Among those taking part in the commemorations was the daughter of General Anders, Poland's Ambassador to Italy Anna Maria Anders, several dozen war veterans, including former Anders Army soldiers and local officials.
Duda said in his speech at Monte Cassino that Europe must learn lessons from history.
"From this place, fallen soldiers call on Europe for responsibility. They call out: never again war, don't let it happen, help the Ukrainians stop the Russians, don't let Russian imperialism spread to other European countries," he said.
Duda said that many people forgot that immediately after Nazi Germany invaded Poland in 1939, Poland was invaded by Soviet Russia. "As an ally of Germany, it tore Poland into two parts and it was from this Soviet occupation that the soldiers who died here came."
"They came from Soviet labour camps, from exile, from distant Siberia, from Kazakhstan, where they spent years doing slave, backbreaking work, from which they managed to escape thanks to an agreement with the Western Allies, because a soldier was needed at the front, and many of them had previously been soldiers of the Polish army," he continued.
Most of the soldiers, Duda added, could not return home.
"Even though they shed their blood on the World War II fronts, even though they won at Monte Casino, their heroism was ignored by the allies.

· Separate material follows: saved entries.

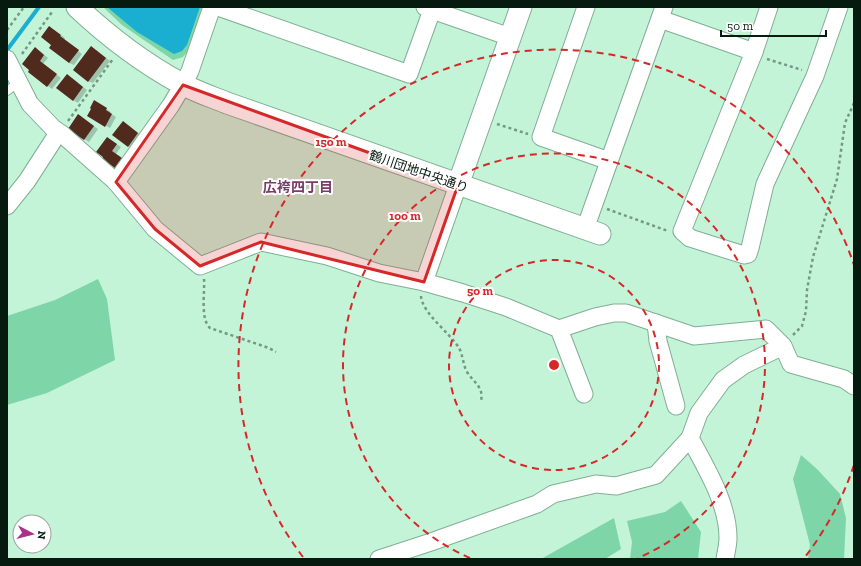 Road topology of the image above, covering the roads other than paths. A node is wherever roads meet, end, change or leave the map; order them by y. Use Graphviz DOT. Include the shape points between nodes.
graph roads {
  1 [pos="77,7"];
  2 [pos="212,7"];
  3 [pos="218,7"];
  4 [pos="521,7"];
  5 [pos="586,7"];
  6 [pos="769,7"];
  7 [pos="839,7"];
  8 [pos="430,8"];
  9 [pos="662,13"];
  10 [pos="510,37"];
  11 [pos="758,54"];
  12 [pos="11,73"];
  13 [pos="183,85"];
  14 [pos="58,133"];
  15 [pos="609,162"];
  16 [pos="116,182"];
  17 [pos="458,185"];
  18 [pos="7,206"];
  19 [pos="593,232"];
  20 [pos="424,282"];
  21 [pos="656,323"];
  22 [pos="559,329"];
  23 [pos="788,341"];
  24 [pos="854,386"];
  25 [pos="584,394"];
  26 [pos="676,406"];
  27 [pos="690,438"];
  28 [pos="379,559"];
  29 [pos="725,559"];
  1 -- 13 [label="street, 鶴川団地中央通り" via="122,46"];
  2 -- 13 [label="street"];
  3 -- 8 [label="street" via="409,74"];
  4 -- 10 [label="street"];
  5 -- 15 [label="street" via="541,137"];
  6 -- 11 [label="street"];
  7 -- 11 [label="street" via="815,76 765,184 750,248 748,254 744,255 690,238 682,231"];
  8 -- 10 [label="street"];
  9 -- 11 [label="street"];
  9 -- 15 [label="street"];
  10 -- 17 [label="street"];
  12 -- 14 [label="street" via="30,104"];
  13 -- 16 [label="street"];
  13 -- 17 [label="street, 鶴川団地中央通り"];
  14 -- 16 [label="street"];
  14 -- 18 [label="street" via="27,181"];
  15 -- 19 [label="street"];
  16 -- 20 [label="street" via="155,229 200,266 261,242 327,256 379,273"];
  17 -- 19 [label="street, 鶴川団地中央通り"];
  17 -- 20 [label="street"];
  20 -- 22 [label="street" via="506,307"];
  21 -- 22 [label="street" via="614,313"];
  21 -- 23 [label="street" via="694,336 766,329"];
  21 -- 26 [label="street" via="658,341"];
  22 -- 25 [label="street"];
  23 -- 24 [label="street" via="791,364 844,379"];
  23 -- 27 [label="street" via="744,365 723,380 699,413"];
  27 -- 28 [label="street" via="656,475 616,486 596,484 553,494 537,504"];
  27 -- 29 [label="street" via="715,485 723,507 728,537"];
} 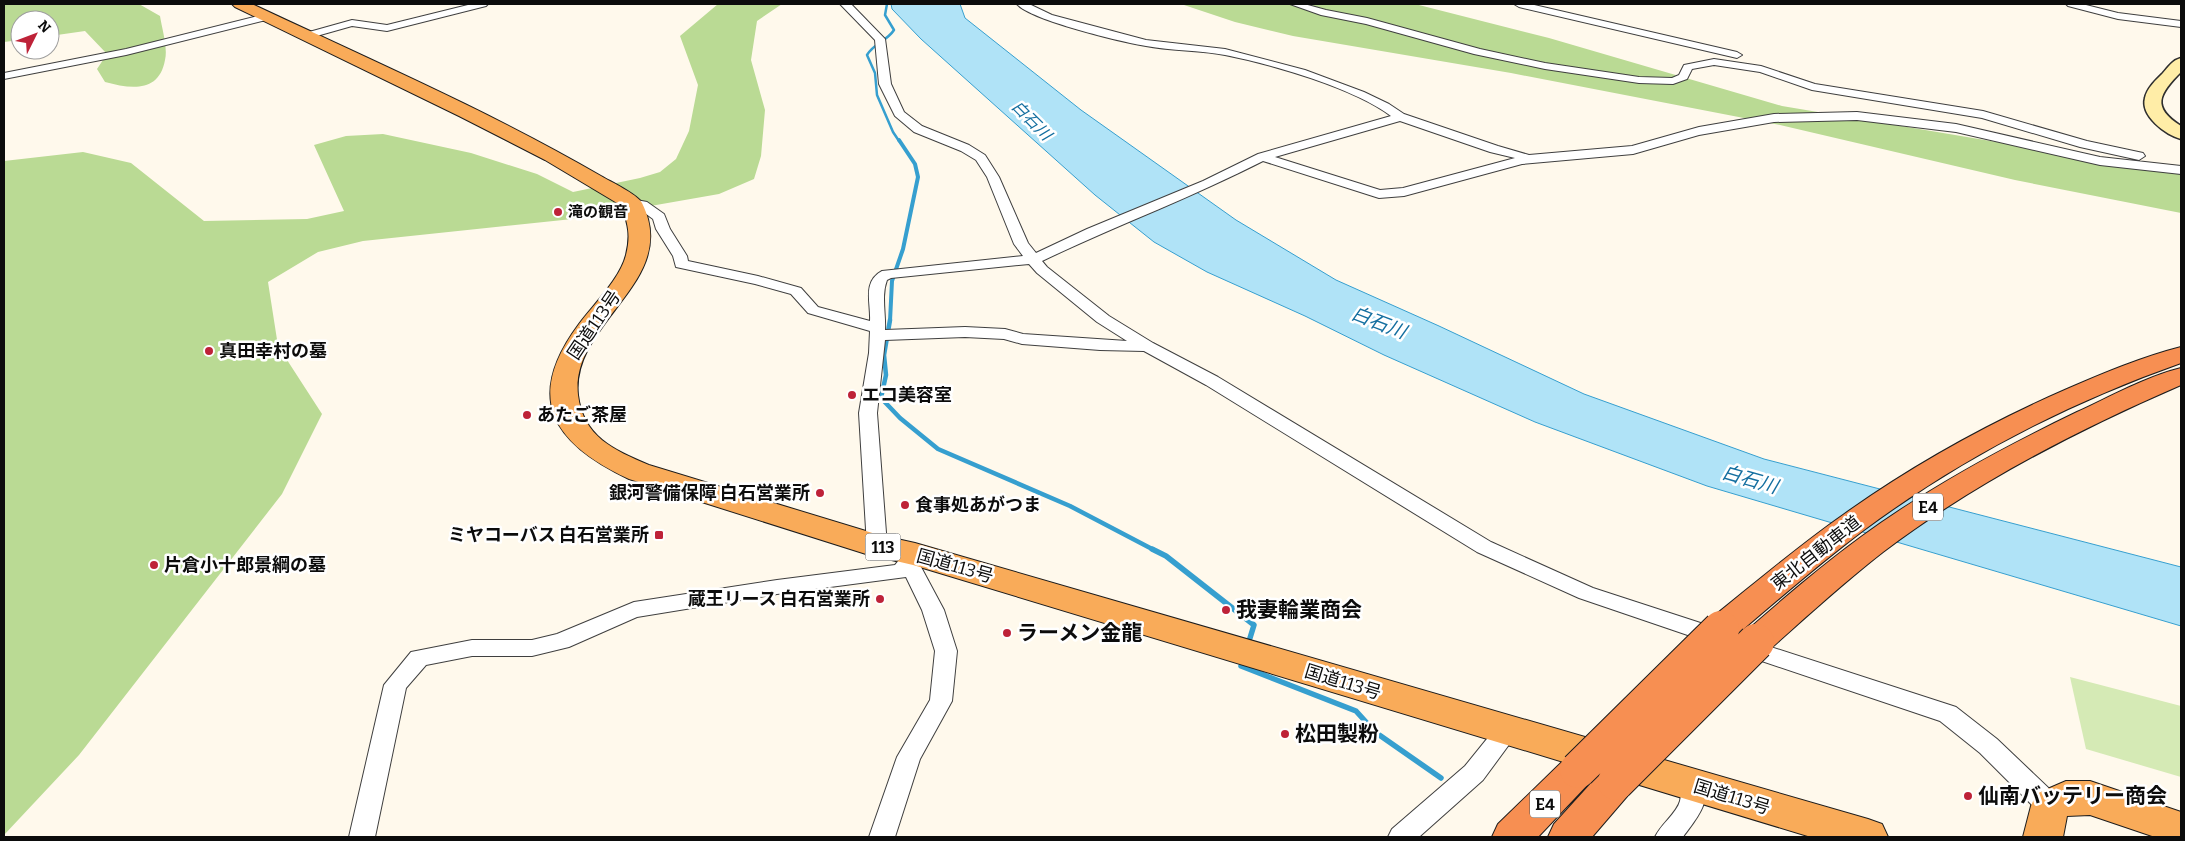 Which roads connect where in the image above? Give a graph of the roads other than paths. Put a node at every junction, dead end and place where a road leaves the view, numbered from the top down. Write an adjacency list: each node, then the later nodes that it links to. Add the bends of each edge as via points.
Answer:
1 (240, 4): 8 (highway)
2 (483, 4): 10 (street, via 387,28 360,22)
3 (844, 4): 21 (street, via 853,9 881,41 885,84 898,114 918,129 981,158 993,177 1021,244)
4 (1022, 4): 14 (street, via 1048,17 1146,43 1225,52 1301,72 1360,94)
5 (1295, 4): 13 (street, via 1478,52 1577,72 1673,81 1683,78 1687,69 1694,65 1722,62 1769,71 1812,87)
6 (1519, 4): 13 (street, via 1781,66)
7 (2071, 4): 9 (street, via 2118,16)
8 (266, 17): 10 (highway); 12 (street, via 126,52)
9 (2181, 24)
10 (306, 36): 20 (highway, via 544,152)
11 (2181, 63): 15 (main road, via 2154,91 2152,102 2161,118)
12 (4, 76)
13 (1841, 92): 18 (street, via 1983,115 2084,144)
14 (1400, 117): 16 (street); 17 (street, via 1494,149)
15 (2181, 134)
16 (1262, 157): 17 (street, via 1379,194 1404,192); 21 (street, via 1208,184)
17 (1537, 157): 19 (street, via 1633,150 1699,131 1774,118 1857,116 1956,128 2100,161)
18 (2181, 165)
19 (2181, 170)
20 (631, 203): 22 (street, via 642,205 659,217 681,264 796,291 813,310); 26 (highway, 国道113号 / 113, via 639,216 642,235 639,249 613,299 568,360 563,379 563,401 570,422 582,439 606,457 639,472)
21 (1034, 259): 22 (street, via 887,274 880,278 874,292); 23 (street, via 1051,278 1096,314)
22 (884, 333): 23 (street, via 965,332 1005,334 1022,339); 26 (street, via 868,414)
23 (1146, 346): 30 (street, via 1212,381 1492,551 1586,593 1948,714 1994,749)
24 (2181, 355): 35 (highway, 東北自動車道 / E4, bridge, via 2085,392 1989,439 1855,522 1721,629)
25 (2181, 376): 36 (highway, 東北自動車道 / E4, bridge, via 2064,428 1955,489 1890,532 1808,596 1756,642 1616,782)
26 (877, 546): 27 (highway, 国道113号 / 113)
27 (915, 554): 28 (highway, 国道113号 / 113); 32 (street, via 901,571 634,610 561,642 532,648 472,648 419,658 395,685); 33 (street, via 911,567 933,610 946,651 942,701 909,757)
28 (1507, 731): 29 (highway, 国道113号 / 113); 34 (street, via 1474,772)
29 (1694, 785): 37 (street, via 1692,805); 38 (highway, 国道113号 / 113)
30 (2046, 822): 31 (highway, via 2066,798 2090,798)
31 (2181, 829)
32 (362, 837)
33 (882, 837)
34 (1401, 837)
35 (1512, 837)
36 (1568, 837)
37 (1668, 837)
38 (1868, 837)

They did not take part in the victory parade, they were pushed back, and Poland was handed over to the Soviets and for 40 years it was behind the Iron Curtain," he said.
"Today we must draw conclusions from this and we are doing so," Duda said, mentioning, the modernisation of the Polish army.
"I believe that today's Europe has learned that lesson and will no longer allow Russian imperialism to take over countries and enslave people, as it happened in the past," he concluded.
The Battle of Monte Cassino, also known as the Battle for Rome, lasted from January 1 7till May 19, 1944 and comprised four battles between allied forces and the German army in the region around the monastery on the summit of Monte Cassino. The battle is considered one of the fiercest of World War II.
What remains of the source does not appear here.